Spirocrafter Review


The Milescraft Model 1204 Spirocrafter is a rather unique template for creating "Rose" like patterns for woodworking.  The device is primarily intended to be used with a router and would be used for either surface relief cuts, pierced or cut-out work, or a combination of the two.

The kit comes with a template holder that must be snapped together, two pattern templates, two guide bushings for "normal" routers, a "normal" router sub-base adapter, a centering cone, two guide bushings for a Milescraft Dremel base, a pattern tracing tool and two instruction books.  Of these items, most users will only need the pattern holder, the templates, and instructions, the other items will not be required.

Spirocrafter Kit
The Milescraft router sub-base is required to use the matching guide bushings.  The base did not happen to fit any of the routers I had but the guide bushing diameter is not absolutely critical and I was able to use the OEM bushings with the routers what I have.

The concept behind the Spirocrafter is actually quite simple, it is nothing more than a pattern you follow with a cutting tool.  The template is rotated for each cut until the desired pattern has been cut.
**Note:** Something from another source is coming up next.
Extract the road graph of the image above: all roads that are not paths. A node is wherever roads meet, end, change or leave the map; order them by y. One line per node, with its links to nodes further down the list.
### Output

The template can be rotated in any of 24 different positions in the template holder.  The templates themselves have a total of 10 separate outlines than can be used in whole or in part and by either following the edge or by cutting the the entire field.  Combine this with different bits and guide bushing diameters and the number of distinct patterns that can be made is fairly large.
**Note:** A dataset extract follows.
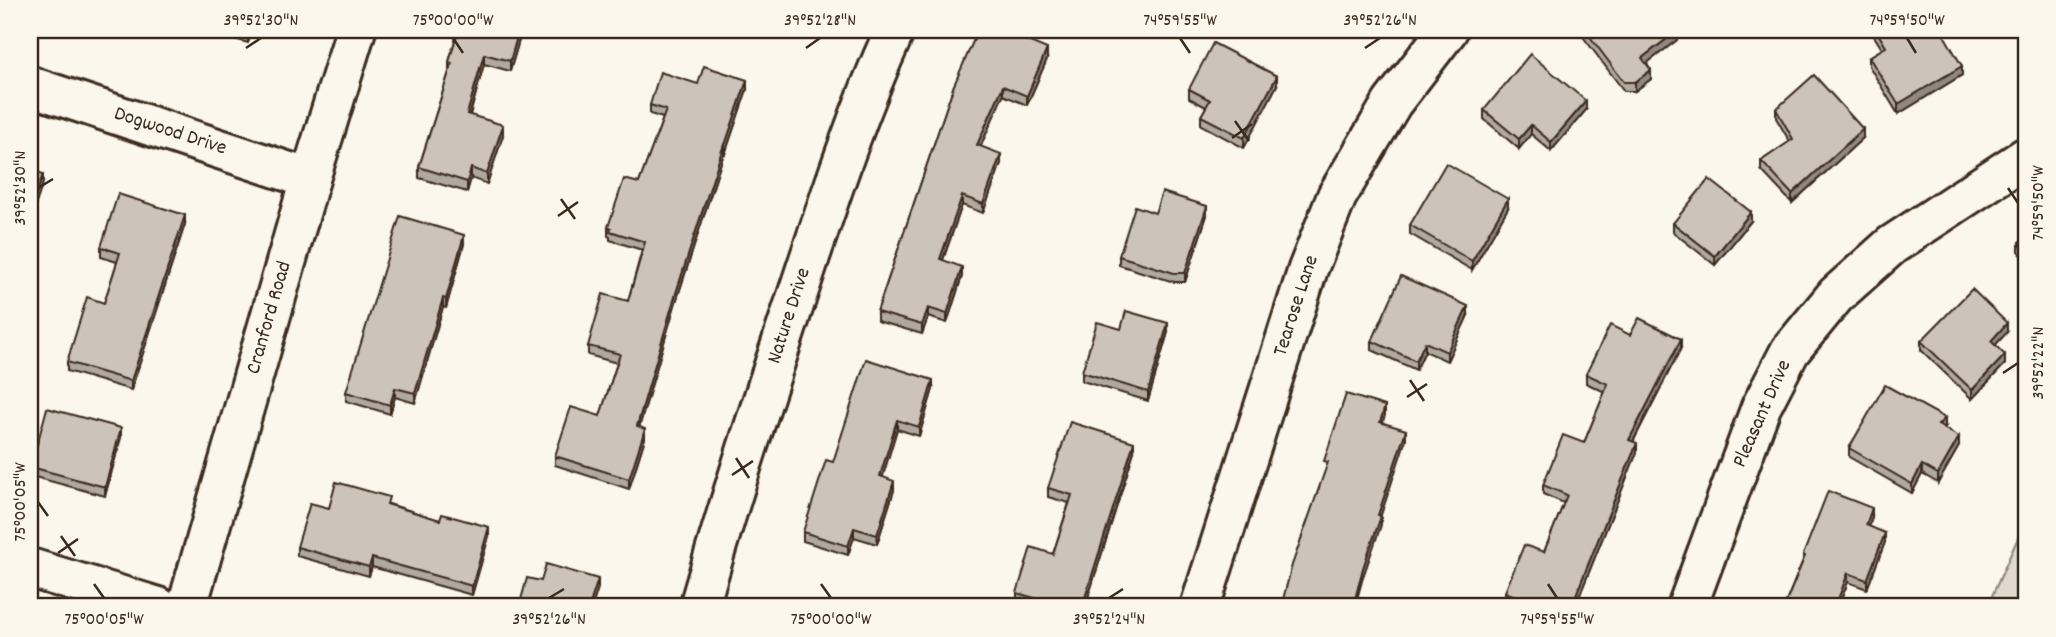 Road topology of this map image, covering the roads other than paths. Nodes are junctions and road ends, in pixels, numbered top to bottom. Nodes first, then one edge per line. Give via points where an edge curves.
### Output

The patterns themselves run about 3 to 7 inches or so in diameter.  This sounds small but it actually appears to be about the right proportion quite often.  There are times when a larger pattern would be desired, maybe 50% larger.

In Use In Use
The Spirocrafter is pretty easy to use.  One simply aligns the template holder to the stock and starts routing away.  It is probably apparent that the template holder is of a good size and may even be larger than the work piece.  On large flat stock, attaching the template holder is not an issue, on small items it can be and one might need to get creative in order to come up with some method of securing both the stock and the template holder in place.  Once the template holder is in place, the rest is pretty easy.
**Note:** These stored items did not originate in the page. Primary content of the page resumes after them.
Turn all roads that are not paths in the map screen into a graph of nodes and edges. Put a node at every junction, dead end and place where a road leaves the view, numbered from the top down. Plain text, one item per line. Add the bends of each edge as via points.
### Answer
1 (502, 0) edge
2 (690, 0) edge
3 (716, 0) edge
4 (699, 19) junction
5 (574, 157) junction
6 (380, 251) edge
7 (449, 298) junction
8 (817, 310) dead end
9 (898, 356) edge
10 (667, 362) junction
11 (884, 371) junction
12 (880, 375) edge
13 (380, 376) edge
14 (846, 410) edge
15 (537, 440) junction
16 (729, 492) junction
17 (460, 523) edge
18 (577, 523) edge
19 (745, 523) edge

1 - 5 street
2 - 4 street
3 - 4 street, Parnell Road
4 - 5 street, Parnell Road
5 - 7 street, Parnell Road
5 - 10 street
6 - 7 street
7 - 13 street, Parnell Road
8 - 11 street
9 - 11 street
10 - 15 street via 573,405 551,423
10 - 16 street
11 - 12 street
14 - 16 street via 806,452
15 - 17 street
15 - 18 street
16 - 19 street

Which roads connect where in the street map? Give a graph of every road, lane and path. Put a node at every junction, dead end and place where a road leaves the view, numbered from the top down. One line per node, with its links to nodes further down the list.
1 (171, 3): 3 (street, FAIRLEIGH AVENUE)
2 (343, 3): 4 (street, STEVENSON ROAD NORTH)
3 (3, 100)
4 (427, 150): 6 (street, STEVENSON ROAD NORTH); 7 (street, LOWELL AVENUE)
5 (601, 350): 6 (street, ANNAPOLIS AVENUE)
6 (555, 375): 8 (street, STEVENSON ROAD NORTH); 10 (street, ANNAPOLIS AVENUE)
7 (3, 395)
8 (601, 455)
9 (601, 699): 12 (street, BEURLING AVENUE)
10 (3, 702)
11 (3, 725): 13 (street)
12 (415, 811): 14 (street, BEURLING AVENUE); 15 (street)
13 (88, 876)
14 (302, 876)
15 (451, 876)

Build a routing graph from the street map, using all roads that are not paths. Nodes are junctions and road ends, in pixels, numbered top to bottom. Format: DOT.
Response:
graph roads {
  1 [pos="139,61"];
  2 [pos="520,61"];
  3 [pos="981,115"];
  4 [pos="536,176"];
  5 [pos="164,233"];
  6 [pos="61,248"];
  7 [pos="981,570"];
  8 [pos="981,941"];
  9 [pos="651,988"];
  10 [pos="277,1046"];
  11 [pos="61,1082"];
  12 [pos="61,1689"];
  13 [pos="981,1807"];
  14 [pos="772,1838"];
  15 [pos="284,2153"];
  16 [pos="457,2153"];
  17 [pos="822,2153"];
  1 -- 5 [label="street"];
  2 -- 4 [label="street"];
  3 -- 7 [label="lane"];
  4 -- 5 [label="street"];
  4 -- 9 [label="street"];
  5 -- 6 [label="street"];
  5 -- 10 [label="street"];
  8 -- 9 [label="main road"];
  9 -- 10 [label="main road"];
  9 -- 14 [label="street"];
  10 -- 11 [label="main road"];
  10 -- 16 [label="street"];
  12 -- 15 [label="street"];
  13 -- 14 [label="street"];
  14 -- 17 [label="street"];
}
The instructions give the numbered pattern(s) to use as well as the rotation increment for many patterns.  There are many basic patterns that can be created however and the instructions do not cover them all.  That, in part, is what the pattern tracing tool is for, so you can play around and experiment with idea before actually cutting any wood.


One minor annoyance of the device is that I found that I had to pry the pattern out of the holder for each rotation.  The pattern below was cut in about 10 minutes.  This particular one involved 12 rotations in total and used only 2 patterns on the template.   It was cut with a 1/4" diameter round nose bit less than 1/8" deep.   Another 5 minutes or so of sanding plus 5 minutes of setup makes for around 20 minutes per pattern.  This is a significant amount of time if one were doing a lot of this, there are however ways of significantly reducing this time in a production situation.  For a pattern or two, it really should not be an issue.
This is by no means a comprehensive list of tips, they are just a few common ones that can be used for any type of surface embellishment similar to this:
  • For surface effects, 1/8" deep is about as far as one would ever need to go, even 1/16" will create a good shadow line and that is really all you are after.
  • When doing field removal, the surface will have tooling marks when done.  these can be easily disguised with a stipple pattern applied with a nail set.   This works better on hardwood as opposed to softwood.
  • For straight bits, a down-shear spiral design will result in less fuzzy edges.
Sample Pattern
  • A sanding mop run across the pattern is probably the best way to sand any fuzzies off and to soften the edges.  If deep cuts were used, care must be taken to ensure that the sanding mop doesn't grab an edge and tear a chuck of pattern out.
  • Sharp bits will reduce the "fuzzies" but this is basically the nature of the cutting action and may never go away completely.
  • Double check everything when using the tool.  The tool is pretty straightforward, the main reason for this caution is that this is probably going to be used at a very late stage in the project; any mess up at this point (most likely operator error) is probably going to ruin something important.
The Spirocrafter is a very interesting embellishment device.  It is somewhat tedious to operate but that is basically inherent in the process, the only way to get around this is to use a CNC router which is of coarse more expensive than the Spirocrafter.  The only real catch in the design is trying to hold small part and the template in place, that really is the only drawback.

The range of possibilities with the Spirocrafter is quite extensive, all with the same basic patterns supplied.   Is is very easy for example to alter the same pattern just by using a different bit, by using different cutter depths on different pattern sections, by following the outline or removing the entire field within the pattern. Considering the possibilities and the cost of the tool, the Spirocrafter is a very good value.

In the interest of full disclosure Milescraft provided this product to facilitate this review.